What needs to be done: The data below should be printed in full, exactly, and without any of its images.

Source material:
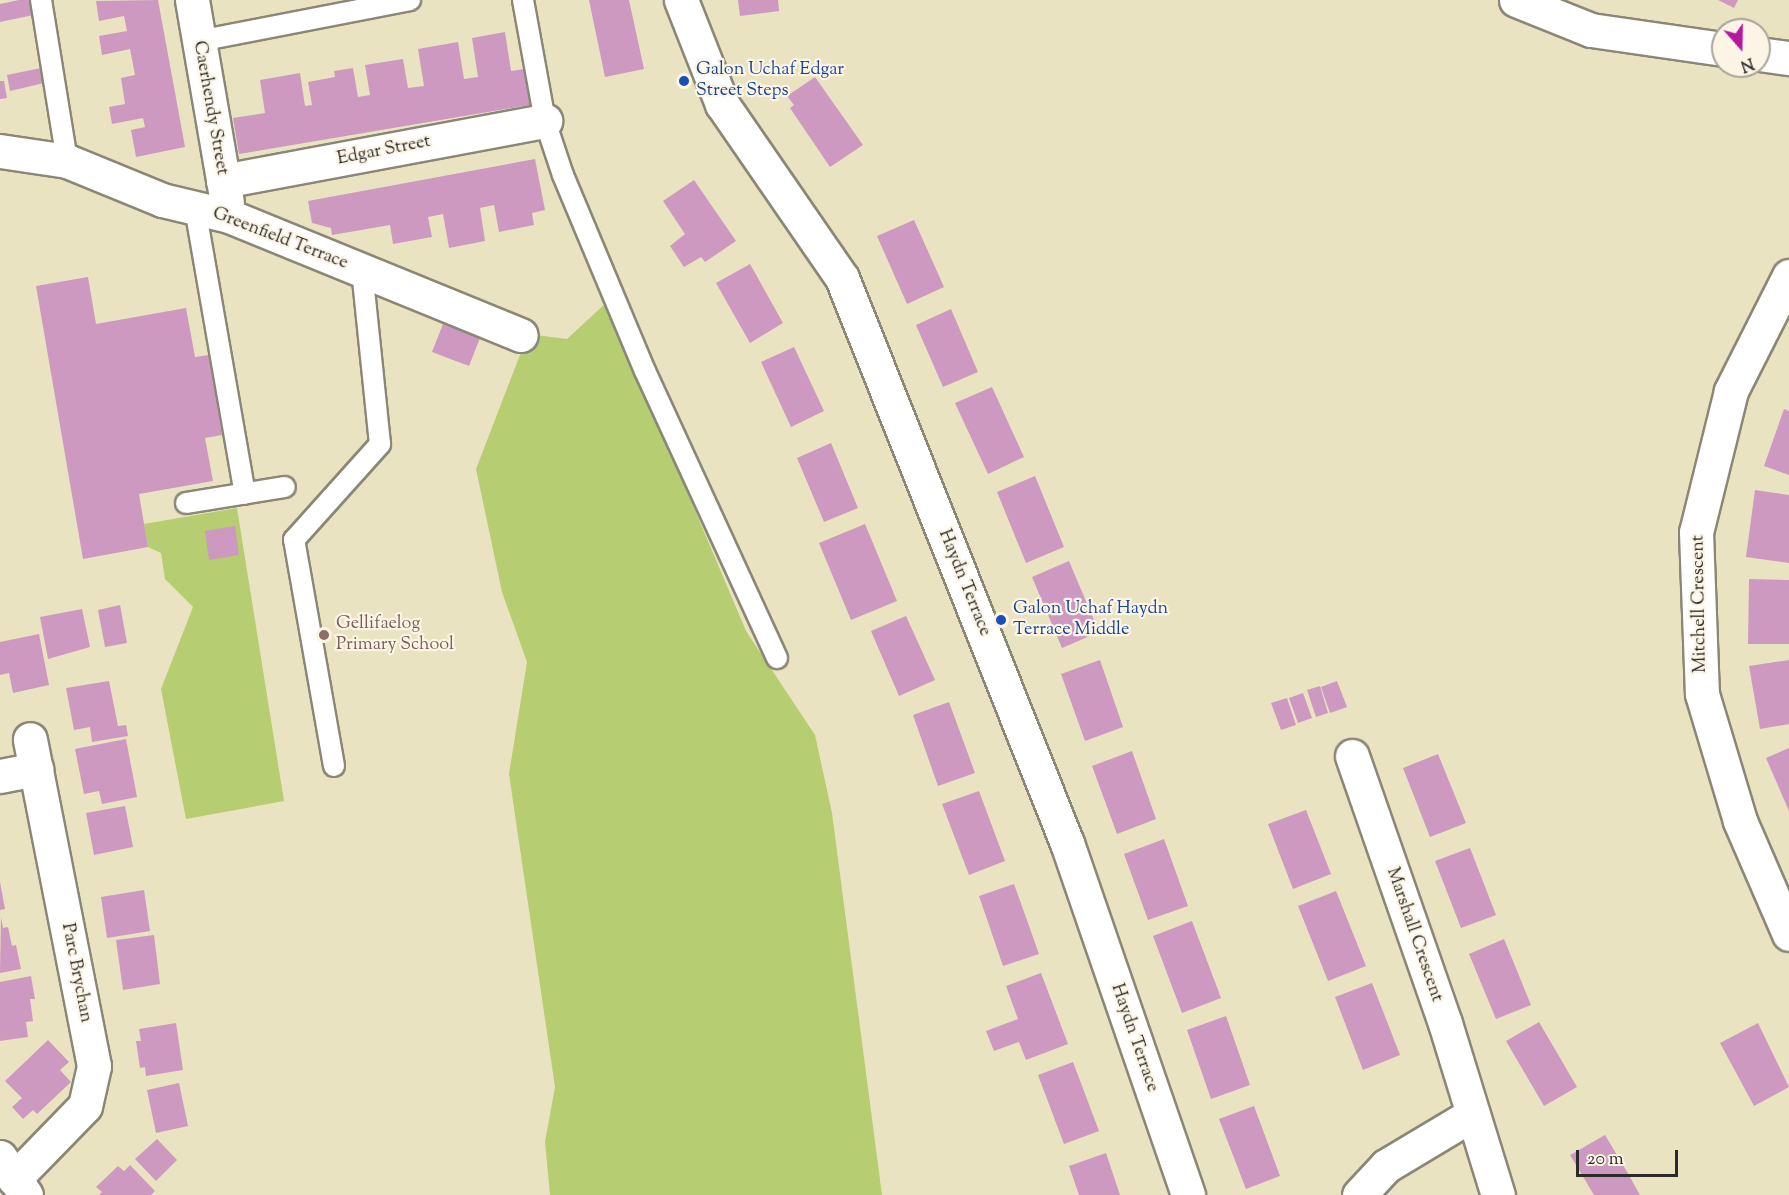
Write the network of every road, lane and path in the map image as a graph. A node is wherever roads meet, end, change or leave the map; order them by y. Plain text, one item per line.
1 (41, 0) edge
2 (192, 0) edge
3 (410, 0) edge
4 (523, 0) edge
5 (681, 0) edge
6 (1516, 0) edge
7 (199, 40) junction
8 (1711, 47) edge
9 (1771, 56) edge
10 (1789, 58) edge
11 (545, 121) junction
12 (0, 151) edge
13 (67, 161) junction
14 (223, 181) junction
15 (195, 208) junction
16 (229, 216) junction
17 (362, 270) junction
18 (1789, 276) edge
19 (521, 335) dead end
20 (285, 487) dead end
21 (245, 494) junction
22 (186, 503) dead end
23 (777, 658) dead end
24 (1352, 756) dead end
25 (334, 766) dead end
26 (0, 776) edge
27 (1789, 934) edge
28 (1473, 1114) junction
29 (13, 1177) edge
30 (1188, 1195) edge
31 (1359, 1195) edge
32 (1498, 1195) edge

1 - 13 lane
2 - 7 street, Caerhendy Street
3 - 7 lane
4 - 11 lane
5 - 30 street, Haydn Terrace
6 - 8 street
7 - 14 street, Caerhendy Street
9 - 10 street
11 - 14 street, Edgar Street
11 - 23 lane
12 - 13 street, Greenfield Terrace
13 - 15 street, Greenfield Terrace
14 - 16 street, Caerhendy Street
15 - 16 street, Greenfield Terrace
15 - 21 lane
16 - 17 street, Greenfield Terrace
17 - 19 street, Greenfield Terrace
17 - 25 lane
18 - 27 street, Mitchell Crescent
20 - 21 lane
21 - 22 lane
24 - 28 street, Marshall Crescent
26 - 29 street, Parc Brychan
28 - 31 street
28 - 32 street, Marshall Crescent

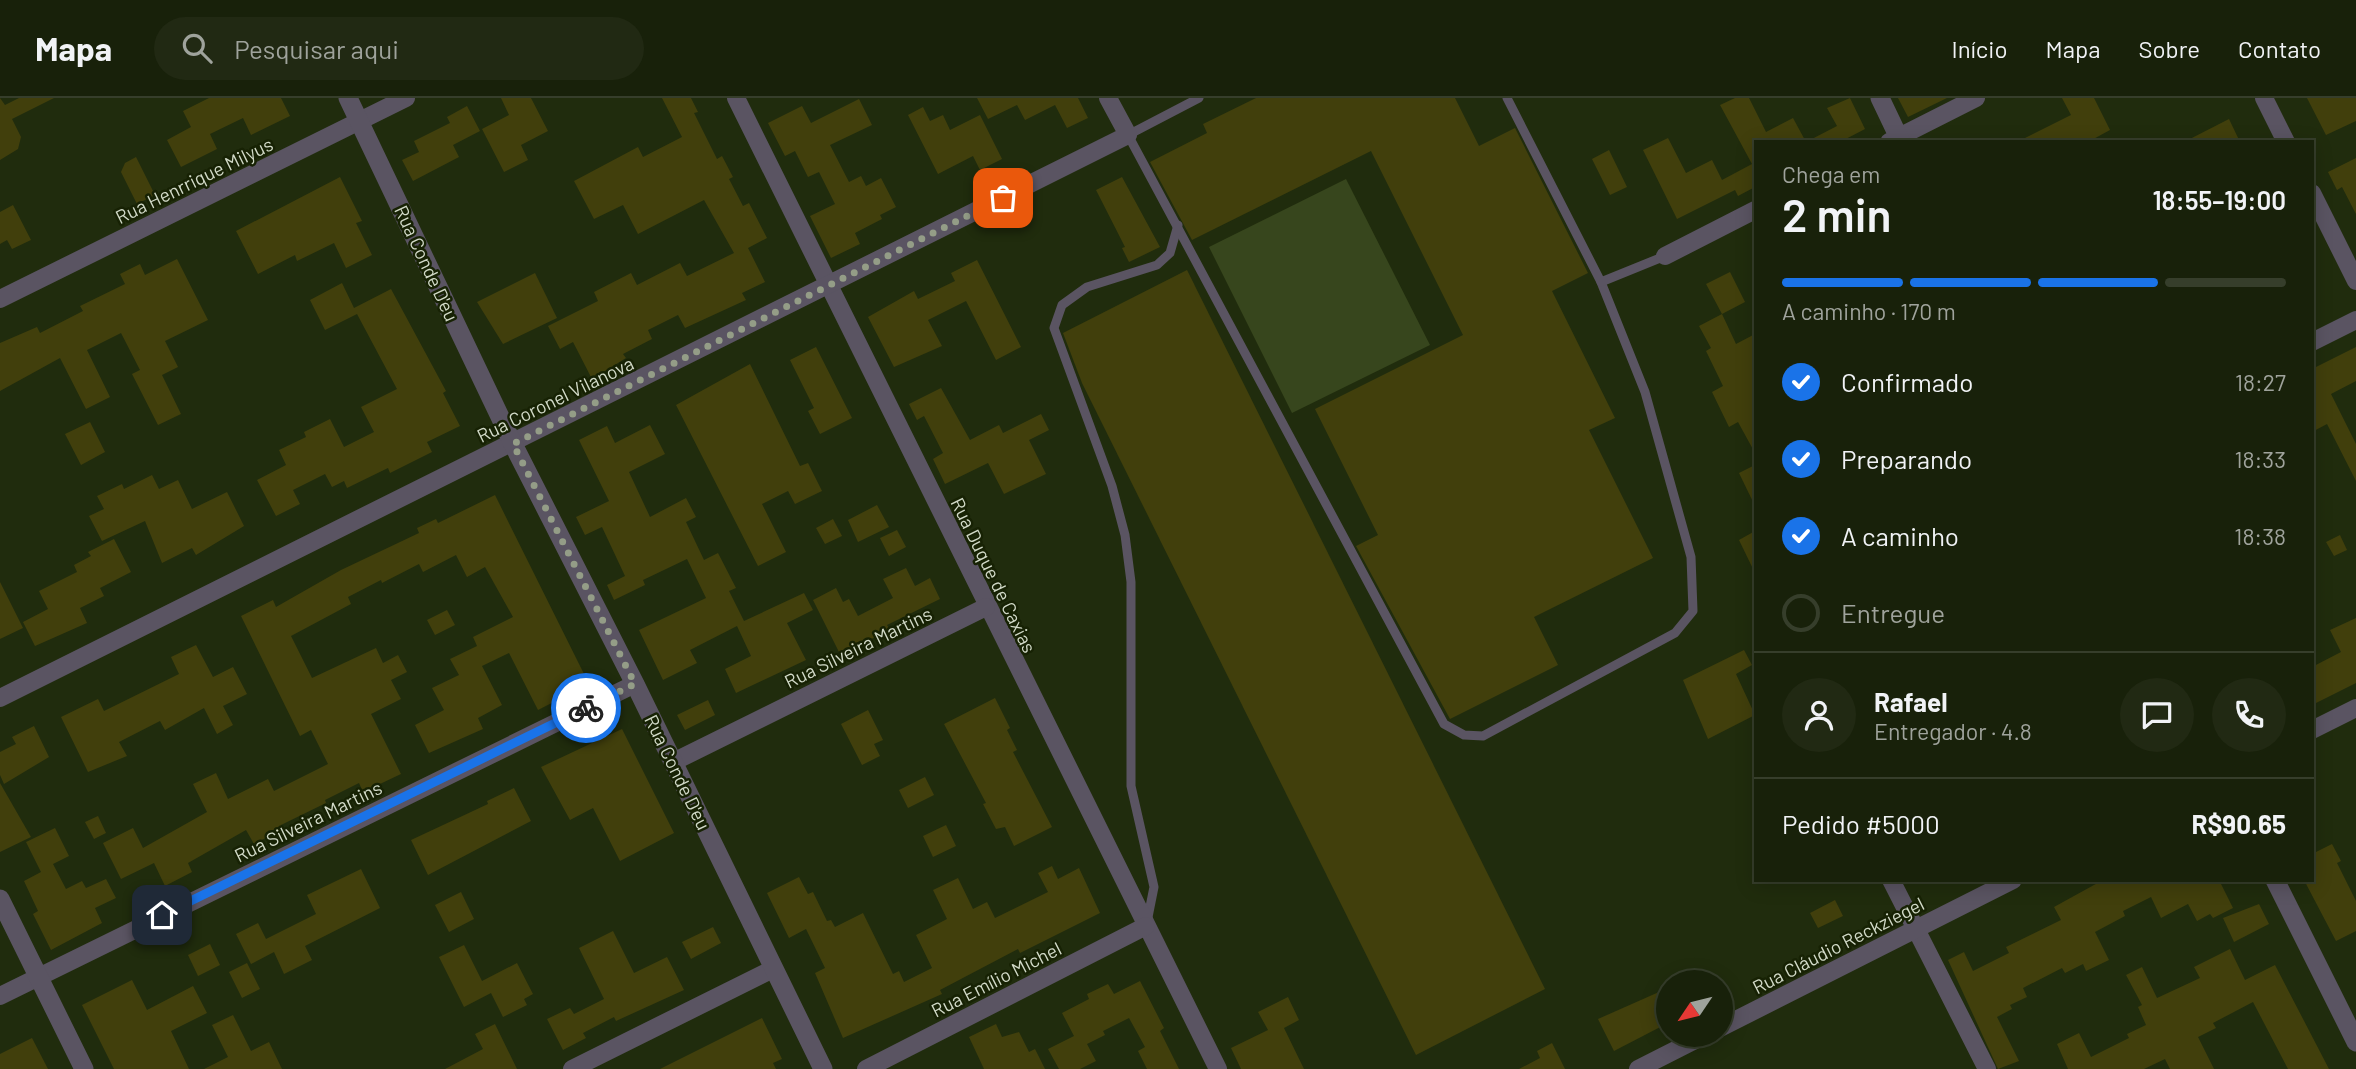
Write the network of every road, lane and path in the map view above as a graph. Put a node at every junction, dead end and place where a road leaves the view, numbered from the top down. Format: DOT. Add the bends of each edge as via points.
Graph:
graph roads {
  1 [pos="348,98"];
  2 [pos="406,98"];
  3 [pos="736,98"];
  4 [pos="1108,98"];
  5 [pos="1199,98"];
  6 [pos="1507,98"];
  7 [pos="1880,98"];
  8 [pos="1976,98"];
  9 [pos="2264,98"];
  10 [pos="359,121"];
  11 [pos="1128,135"];
  12 [pos="1896,140"];
  13 [pos="2285,140"];
  14 [pos="2314,197"];
  15 [pos="1754,211"];
  16 [pos="1178,225"];
  17 [pos="1665,256"];
  18 [pos="2356,281"];
  19 [pos="1601,282"];
  20 [pos="830,287"];
  21 [pos="0,299"];
  22 [pos="2356,320"];
  23 [pos="2314,341"];
  24 [pos="513,444"];
  25 [pos="986,607"];
  26 [pos="635,684"];
  27 [pos="0,698"];
  28 [pos="2356,708"];
  29 [pos="2314,729"];
  30 [pos="673,762"];
  31 [pos="1892,882"];
  32 [pos="2009,882"];
  33 [pos="2276,882"];
  34 [pos="0,899"];
  35 [pos="1146,926"];
  36 [pos="1916,929"];
  37 [pos="773,969"];
  38 [pos="38,976"];
  39 [pos="0,996"];
  40 [pos="1733,1021"];
  41 [pos="2356,1042"];
  42 [pos="1682,1047"];
  43 [pos="84,1069"];
  44 [pos="572,1069"];
  45 [pos="823,1069"];
  46 [pos="866,1069"];
  47 [pos="1218,1069"];
  48 [pos="1639,1069"];
  49 [pos="1987,1069"];
  1 -- 10 [label="street, Rua Conde D'eu"];
  2 -- 10 [label="street, Rua Henrrique Milyus"];
  3 -- 20 [label="street, Rua Duque de Caxias"];
  4 -- 11 [label="street"];
  5 -- 11 [label="lane"];
  6 -- 19 [label="lane"];
  7 -- 12 [label="street"];
  8 -- 12 [label="street"];
  9 -- 13 [label="street"];
  10 -- 21 [label="street, Rua Henrrique Milyus"];
  10 -- 24 [label="street, Rua Conde D'eu"];
  11 -- 16 [label="lane"];
  11 -- 20 [label="street, Rua Coronel Vilanova"];
  14 -- 18 [label="street"];
  15 -- 17 [label="street"];
  16 -- 19 [label="lane" via="1444,724 1464,735 1483,736 1675,633 1693,611 1691,557 1645,392"];
  16 -- 35 [label="lane" via="1170,253 1157,265 1087,287 1062,304 1054,328 1112,486 1125,536 1131,582 1131,786 1154,887"];
  17 -- 19 [label="lane"];
  20 -- 24 [label="street, Rua Coronel Vilanova"];
  20 -- 25 [label="street, Rua Duque de Caxias"];
  22 -- 23 [label="street"];
  24 -- 26 [label="street, Rua Conde D'eu"];
  24 -- 27 [label="street, Rua Coronel Vilanova"];
  25 -- 30 [label="street, Rua Silveira Martins"];
  25 -- 35 [label="street, Rua Duque de Caxias"];
  26 -- 30 [label="street, Rua Conde D'eu"];
  26 -- 38 [label="street, Rua Silveira Martins"];
  28 -- 29 [label="street"];
  30 -- 37 [label="street, Rua Conde D'eu"];
  31 -- 36 [label="street"];
  32 -- 36 [label="street, Rua Cláudio Reckziegel"];
  33 -- 41 [label="street"];
  34 -- 38 [label="street"];
  35 -- 46 [label="street, Rua Emílio Michel"];
  35 -- 47 [label="street, Rua Duque de Caxias"];
  36 -- 40 [label="street, Rua Cláudio Reckziegel"];
  36 -- 49 [label="street"];
  37 -- 44 [label="street"];
  37 -- 45 [label="street, Rua Conde D'eu"];
  38 -- 39 [label="street, Rua Silveira Martins"];
  38 -- 43 [label="street"];
  42 -- 48 [label="street"];
}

Reply to the exercise:
Write the network of every road, lane and path in the map image as a graph. A node is wherever roads meet, end, change or leave the map; order them by y. Plain text, one item per line.
1 (41, 0) edge
2 (192, 0) edge
3 (410, 0) edge
4 (523, 0) edge
5 (681, 0) edge
6 (1516, 0) edge
7 (199, 40) junction
8 (1711, 47) edge
9 (1771, 56) edge
10 (1789, 58) edge
11 (545, 121) junction
12 (0, 151) edge
13 (67, 161) junction
14 (223, 181) junction
15 (195, 208) junction
16 (229, 216) junction
17 (362, 270) junction
18 (1789, 276) edge
19 (521, 335) dead end
20 (285, 487) dead end
21 (245, 494) junction
22 (186, 503) dead end
23 (777, 658) dead end
24 (1352, 756) dead end
25 (334, 766) dead end
26 (0, 776) edge
27 (1789, 934) edge
28 (1473, 1114) junction
29 (13, 1177) edge
30 (1188, 1195) edge
31 (1359, 1195) edge
32 (1498, 1195) edge

1 - 13 lane
2 - 7 street, Caerhendy Street
3 - 7 lane
4 - 11 lane
5 - 30 street, Haydn Terrace
6 - 8 street
7 - 14 street, Caerhendy Street
9 - 10 street
11 - 14 street, Edgar Street
11 - 23 lane
12 - 13 street, Greenfield Terrace
13 - 15 street, Greenfield Terrace
14 - 16 street, Caerhendy Street
15 - 16 street, Greenfield Terrace
15 - 21 lane
16 - 17 street, Greenfield Terrace
17 - 19 street, Greenfield Terrace
17 - 25 lane
18 - 27 street, Mitchell Crescent
20 - 21 lane
21 - 22 lane
24 - 28 street, Marshall Crescent
26 - 29 street, Parc Brychan
28 - 31 street
28 - 32 street, Marshall Crescent

Write the network of every road, lane and path in the map view above as a graph. Put a node at every junction, dead end and place where a road leaves the view, numbered from the top down. Format: DOT. Add the bends of each edge as via points.
Graph:
graph roads {
  1 [pos="348,98"];
  2 [pos="406,98"];
  3 [pos="736,98"];
  4 [pos="1108,98"];
  5 [pos="1199,98"];
  6 [pos="1507,98"];
  7 [pos="1880,98"];
  8 [pos="1976,98"];
  9 [pos="2264,98"];
  10 [pos="359,121"];
  11 [pos="1128,135"];
  12 [pos="1896,140"];
  13 [pos="2285,140"];
  14 [pos="2314,197"];
  15 [pos="1754,211"];
  16 [pos="1178,225"];
  17 [pos="1665,256"];
  18 [pos="2356,281"];
  19 [pos="1601,282"];
  20 [pos="830,287"];
  21 [pos="0,299"];
  22 [pos="2356,320"];
  23 [pos="2314,341"];
  24 [pos="513,444"];
  25 [pos="986,607"];
  26 [pos="635,684"];
  27 [pos="0,698"];
  28 [pos="2356,708"];
  29 [pos="2314,729"];
  30 [pos="673,762"];
  31 [pos="1892,882"];
  32 [pos="2009,882"];
  33 [pos="2276,882"];
  34 [pos="0,899"];
  35 [pos="1146,926"];
  36 [pos="1916,929"];
  37 [pos="773,969"];
  38 [pos="38,976"];
  39 [pos="0,996"];
  40 [pos="1733,1021"];
  41 [pos="2356,1042"];
  42 [pos="1682,1047"];
  43 [pos="84,1069"];
  44 [pos="572,1069"];
  45 [pos="823,1069"];
  46 [pos="866,1069"];
  47 [pos="1218,1069"];
  48 [pos="1639,1069"];
  49 [pos="1987,1069"];
  1 -- 10 [label="street, Rua Conde D'eu"];
  2 -- 10 [label="street, Rua Henrrique Milyus"];
  3 -- 20 [label="street, Rua Duque de Caxias"];
  4 -- 11 [label="street"];
  5 -- 11 [label="lane"];
  6 -- 19 [label="lane"];
  7 -- 12 [label="street"];
  8 -- 12 [label="street"];
  9 -- 13 [label="street"];
  10 -- 21 [label="street, Rua Henrrique Milyus"];
  10 -- 24 [label="street, Rua Conde D'eu"];
  11 -- 16 [label="lane"];
  11 -- 20 [label="street, Rua Coronel Vilanova"];
  14 -- 18 [label="street"];
  15 -- 17 [label="street"];
  16 -- 19 [label="lane" via="1444,724 1464,735 1483,736 1675,633 1693,611 1691,557 1645,392"];
  16 -- 35 [label="lane" via="1170,253 1157,265 1087,287 1062,304 1054,328 1112,486 1125,536 1131,582 1131,786 1154,887"];
  17 -- 19 [label="lane"];
  20 -- 24 [label="street, Rua Coronel Vilanova"];
  20 -- 25 [label="street, Rua Duque de Caxias"];
  22 -- 23 [label="street"];
  24 -- 26 [label="street, Rua Conde D'eu"];
  24 -- 27 [label="street, Rua Coronel Vilanova"];
  25 -- 30 [label="street, Rua Silveira Martins"];
  25 -- 35 [label="street, Rua Duque de Caxias"];
  26 -- 30 [label="street, Rua Conde D'eu"];
  26 -- 38 [label="street, Rua Silveira Martins"];
  28 -- 29 [label="street"];
  30 -- 37 [label="street, Rua Conde D'eu"];
  31 -- 36 [label="street"];
  32 -- 36 [label="street, Rua Cláudio Reckziegel"];
  33 -- 41 [label="street"];
  34 -- 38 [label="street"];
  35 -- 46 [label="street, Rua Emílio Michel"];
  35 -- 47 [label="street, Rua Duque de Caxias"];
  36 -- 40 [label="street, Rua Cláudio Reckziegel"];
  36 -- 49 [label="street"];
  37 -- 44 [label="street"];
  37 -- 45 [label="street, Rua Conde D'eu"];
  38 -- 39 [label="street, Rua Silveira Martins"];
  38 -- 43 [label="street"];
  42 -- 48 [label="street"];
}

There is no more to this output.